Cue XQ: The Super School Project, a massive idea competition that Powell Jobs has invested $100 million in — double the amount originally intended— in an effort to get teams of educators to imagine how they’d reshape high school, making it more relevant to helping students succeed in today’s world. Yesterday, the XQ Institute announced 10 winning high schools across the country.
These 10 “Super Schools” will now start building their high schools of the futures. What does that mean? Think augmented and virtual reality and, in the future, even holograms. Others will double down on personalized learning. One high school will make a river system into a outdoor library.
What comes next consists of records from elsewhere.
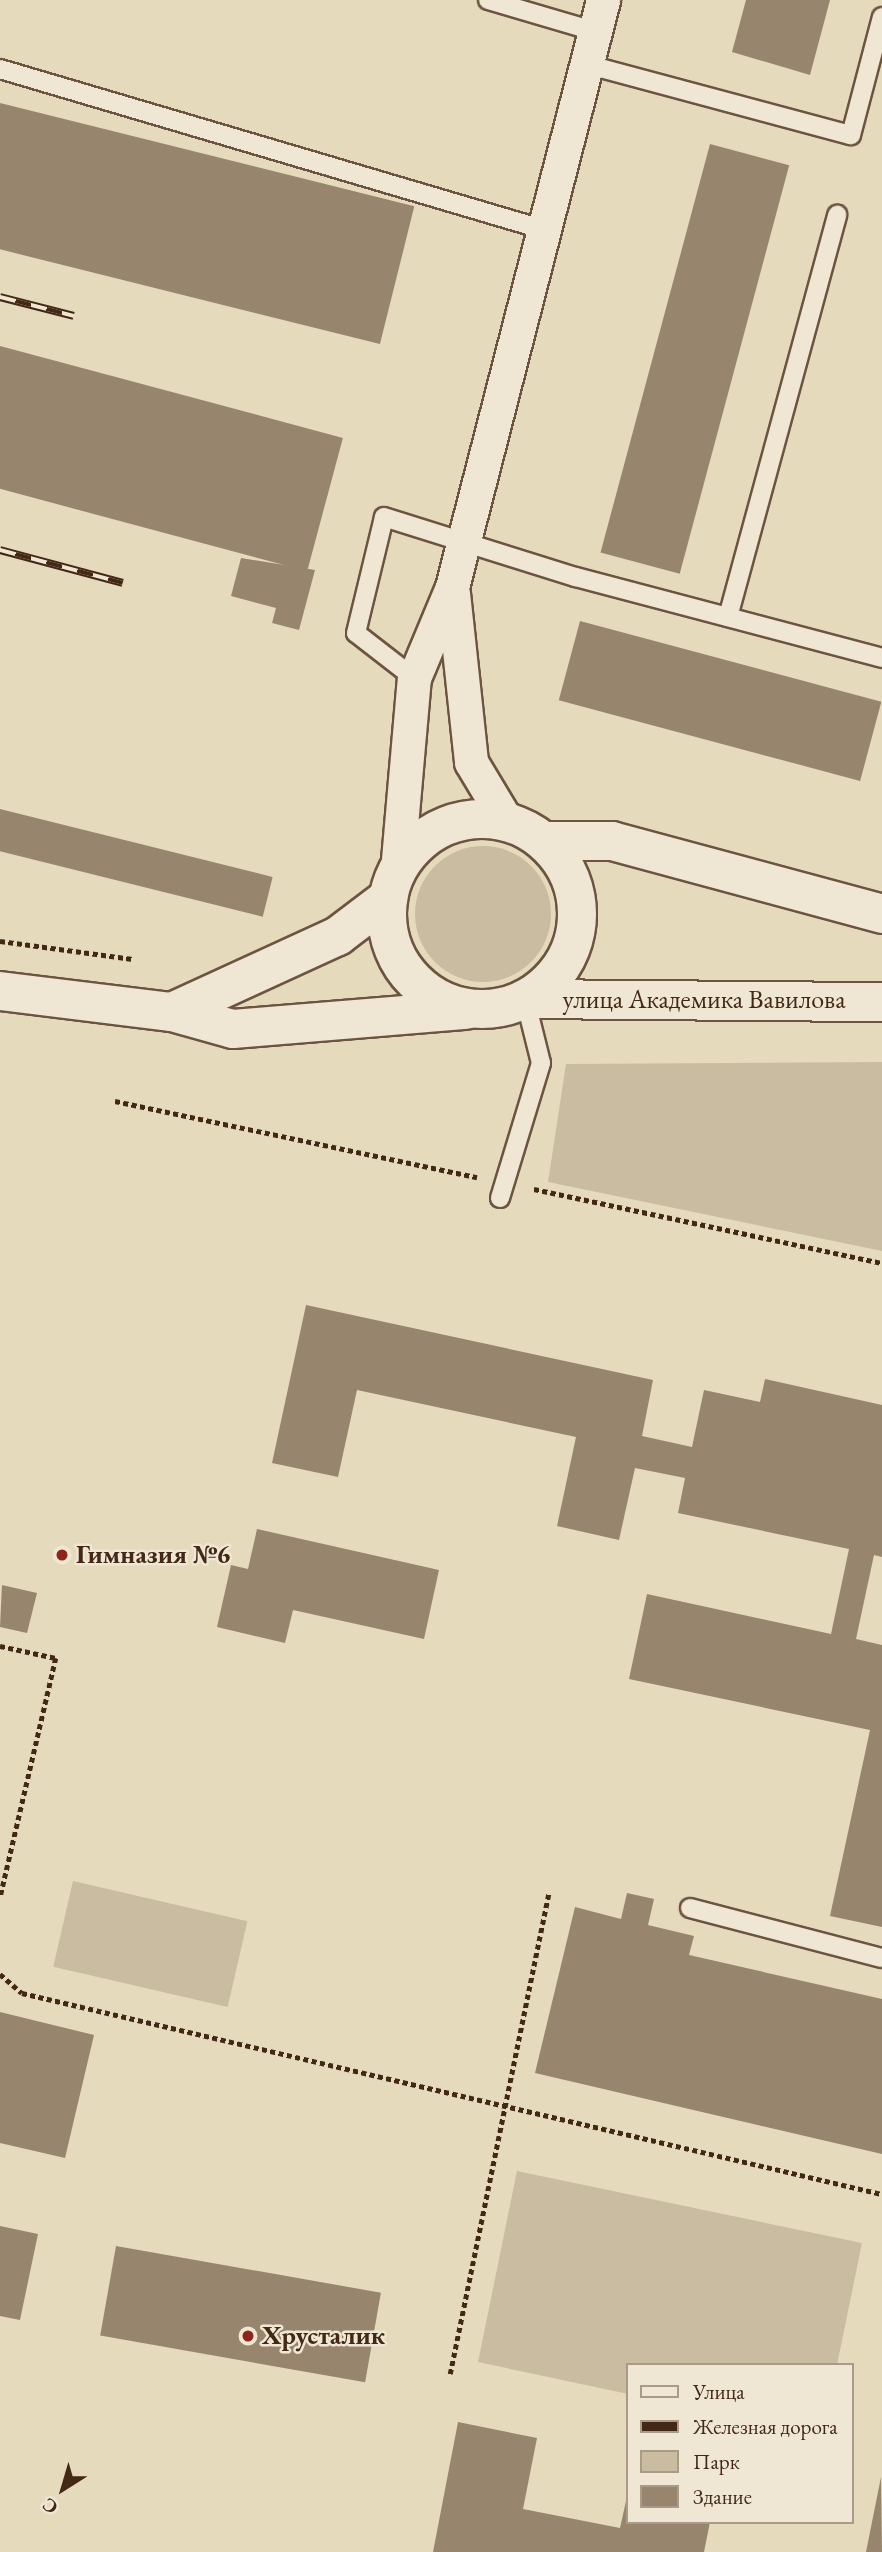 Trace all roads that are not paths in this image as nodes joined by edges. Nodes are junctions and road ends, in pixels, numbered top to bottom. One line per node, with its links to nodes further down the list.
1 (488, 0): 2 (lane)
2 (600, 16): 4 (street)
3 (882, 17): 4 (lane)
4 (589, 65): 7 (street)
5 (0, 69): 7 (lane)
6 (837, 215): 10 (lane)
7 (542, 229): 8 (street)
8 (464, 542): 9 (street); 10 (lane); 12 (lane)
9 (453, 587): 12 (street); 13 (street)
10 (729, 617): 11 (lane)
11 (882, 658)
12 (414, 678): 15 (street)
13 (508, 822): 14 (street); 15 (street)
14 (544, 841): 16 (street); 18 (street)
15 (393, 885): 20 (street); 21 (street)
16 (882, 914)
17 (0, 991): 21 (street)
18 (525, 999): 19 (street, улица Академика Вавилова); 20 (street); 22 (lane)
19 (882, 1002)
20 (482, 1009): 21 (street)
21 (172, 1012)
22 (500, 1198)
23 (690, 1908): 24 (lane)
24 (882, 1958)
And another, in Venice, LA, will create a floating classroom where students partner with teachers and scientists to solve issues like coastal erosion and other effects of climate change.
It almost makes you want to go back to high school all over again.
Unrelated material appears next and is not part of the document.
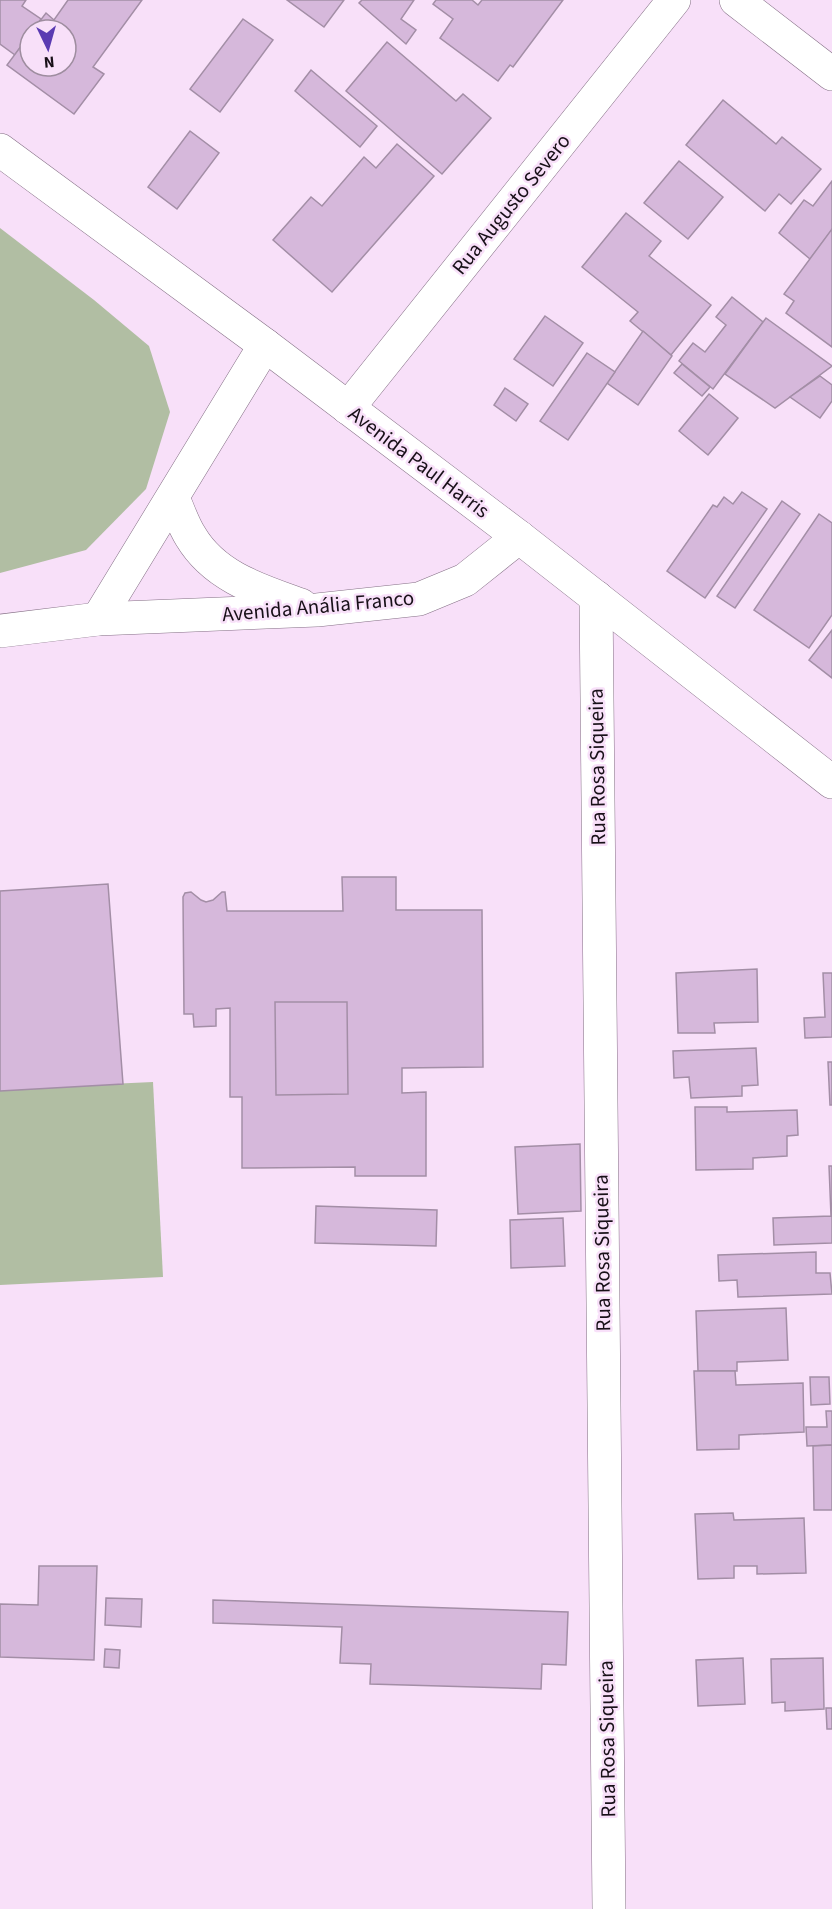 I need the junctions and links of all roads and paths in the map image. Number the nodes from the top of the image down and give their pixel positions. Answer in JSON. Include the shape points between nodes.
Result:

Along with musician will.i.am and Darren Walker, of the Ford Foundation, Powell Jobs joined OZY Fusion Fest to talk about the future of education and education’s role in reducing inequality. Powell Jobs, a philanthropist and founder of Emerson Collective, has been deeply involved in improving American public education for decades, including her support of nonprofit College Track. College Track is an after-school program focused on academics and leadership that she co-founded with OZY’s CEO and co-founder Carlos Watson (Powell Jobs also supports OZY Media).
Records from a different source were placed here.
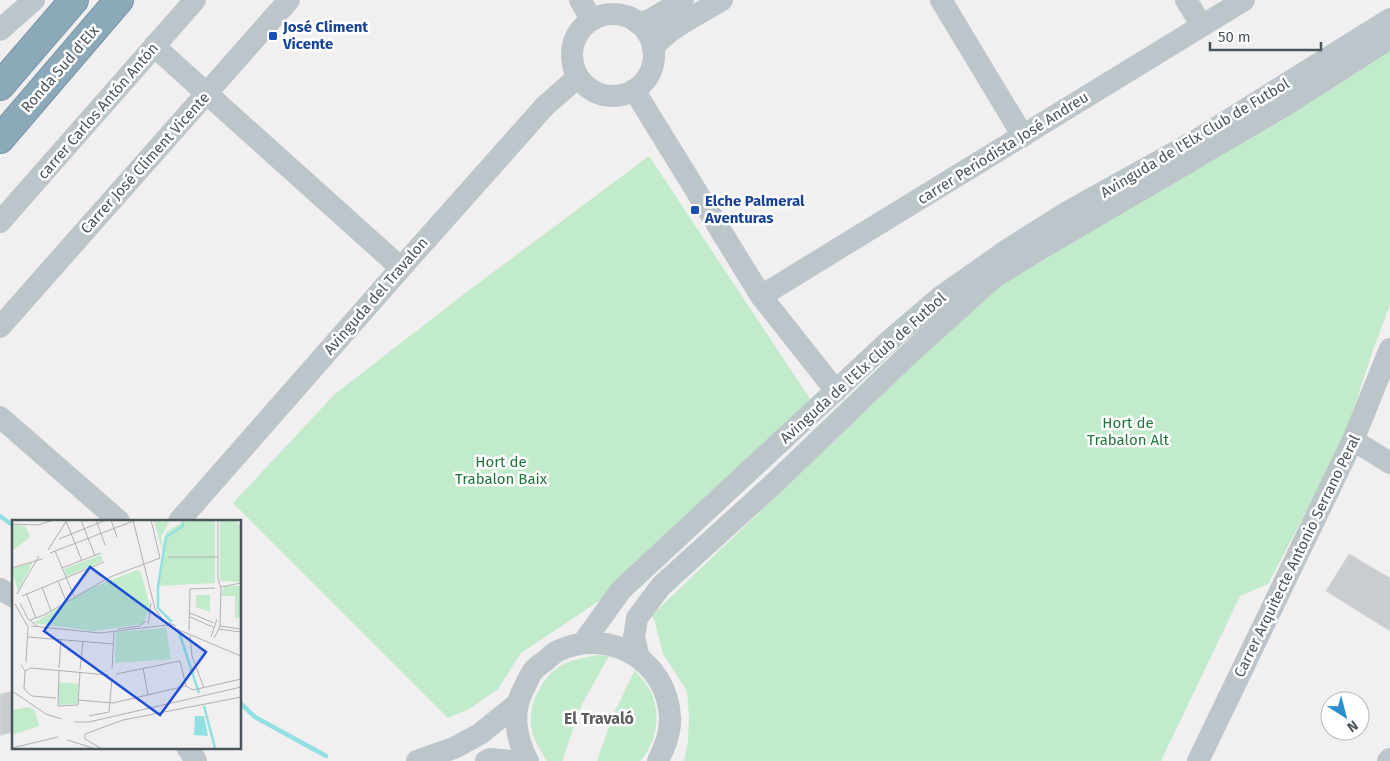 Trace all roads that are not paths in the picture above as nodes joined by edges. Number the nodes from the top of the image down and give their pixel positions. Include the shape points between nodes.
1 (34, 0) edge
2 (74, 0) edge
3 (119, 0) edge
4 (195, 0) edge
5 (289, 0) edge
6 (580, 0) edge
7 (683, 0) edge
8 (722, 0) edge
9 (941, 0) edge
10 (1186, 0) edge
11 (1244, 0) edge
12 (1390, 18) edge
13 (592, 20) junction
14 (638, 23) junction
15 (1202, 26) junction
16 (0, 30) edge
17 (1390, 38) edge
18 (154, 46) junction
19 (653, 48) junction
20 (578, 77) junction
21 (0, 86) edge
22 (634, 90) junction
23 (206, 94) junction
24 (1023, 136) junction
25 (0, 138) edge
26 (0, 222) edge
27 (400, 268) junction
28 (761, 296) junction
29 (0, 327) edge
30 (1389, 355) edge
31 (836, 390) junction
32 (0, 417) edge
33 (1353, 440) junction
34 (1390, 463) edge
35 (118, 520) edge
36 (179, 520) edge
37 (0, 589) edge
38 (12, 596) edge
39 (582, 643) junction
40 (639, 658) junction
41 (518, 703) junction
42 (187, 748) edge
43 (196, 761) edge
44 (417, 761) edge
45 (486, 761) edge
46 (512, 761) edge
47 (528, 761) edge
48 (658, 761) edge
49 (1198, 761) edge

1 - 16 street
2 - 21 highway
3 - 25 highway, Ronda Sud d'Elx
4 - 18 street, carrer Carlos Antón Antón
5 - 23 street, Carrer José Climent Vicente
6 - 13 street
7 - 14 street via 650,20
8 - 19 street via 672,30
9 - 24 street
10 - 15 street
11 - 15 street, carrer Periodista José Andreu
12 - 31 street, Avinguda de l'Elx Club de Futbol via 1195,141 1007,250 939,298
13 - 14 street via 618,14
13 - 20 street via 580,31 573,46 572,61
14 - 19 street via 650,37
15 - 24 street, carrer Periodista José Andreu
17 - 40 street, Avinguda de l'Elx Club de Futbol via 1289,103 993,278 661,586 637,618 634,637
18 - 23 street
18 - 26 street, carrer Carlos Antón Antón
19 - 22 street via 649,74
20 - 22 street via 591,90 608,96
20 - 27 street, Avinguda del Travalon via 545,106
22 - 28 street
23 - 27 street
23 - 29 street, Carrer José Climent Vicente
24 - 28 street, carrer Periodista José Andreu
27 - 36 street, Avinguda del Travalon
28 - 31 street
30 - 33 street, Carrer Arquitecte Antonio Serrano Peral
31 - 39 street, Avinguda de l'Elx Club de Futbol via 621,590
32 - 35 street
33 - 34 street
33 - 49 street, Carrer Arquitecte Antonio Serrano Peral
37 - 38 street
39 - 40 street via 607,643
39 - 41 street via 558,650 533,671
40 - 48 street via 650,667 665,691 670,718 666,743
41 - 44 street via 480,734 454,748
41 - 47 street via 518,737
42 - 43 street
45 - 46 street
Embedded in the educational ecosystem of nine communities, College Track works with low-income students from the end of eighth grade onward to help them reach college, and beyond: About a quarter of College Track graduates have gone on to acquire advanced degrees. The program focuses on project-based learning and empowering students with information so that they can pursue their own interests. “It’s not all that mysterious, frankly,” Powell Jobs says. “If you give people the information they’ve been so desperately desiring, they will take it and run with it.”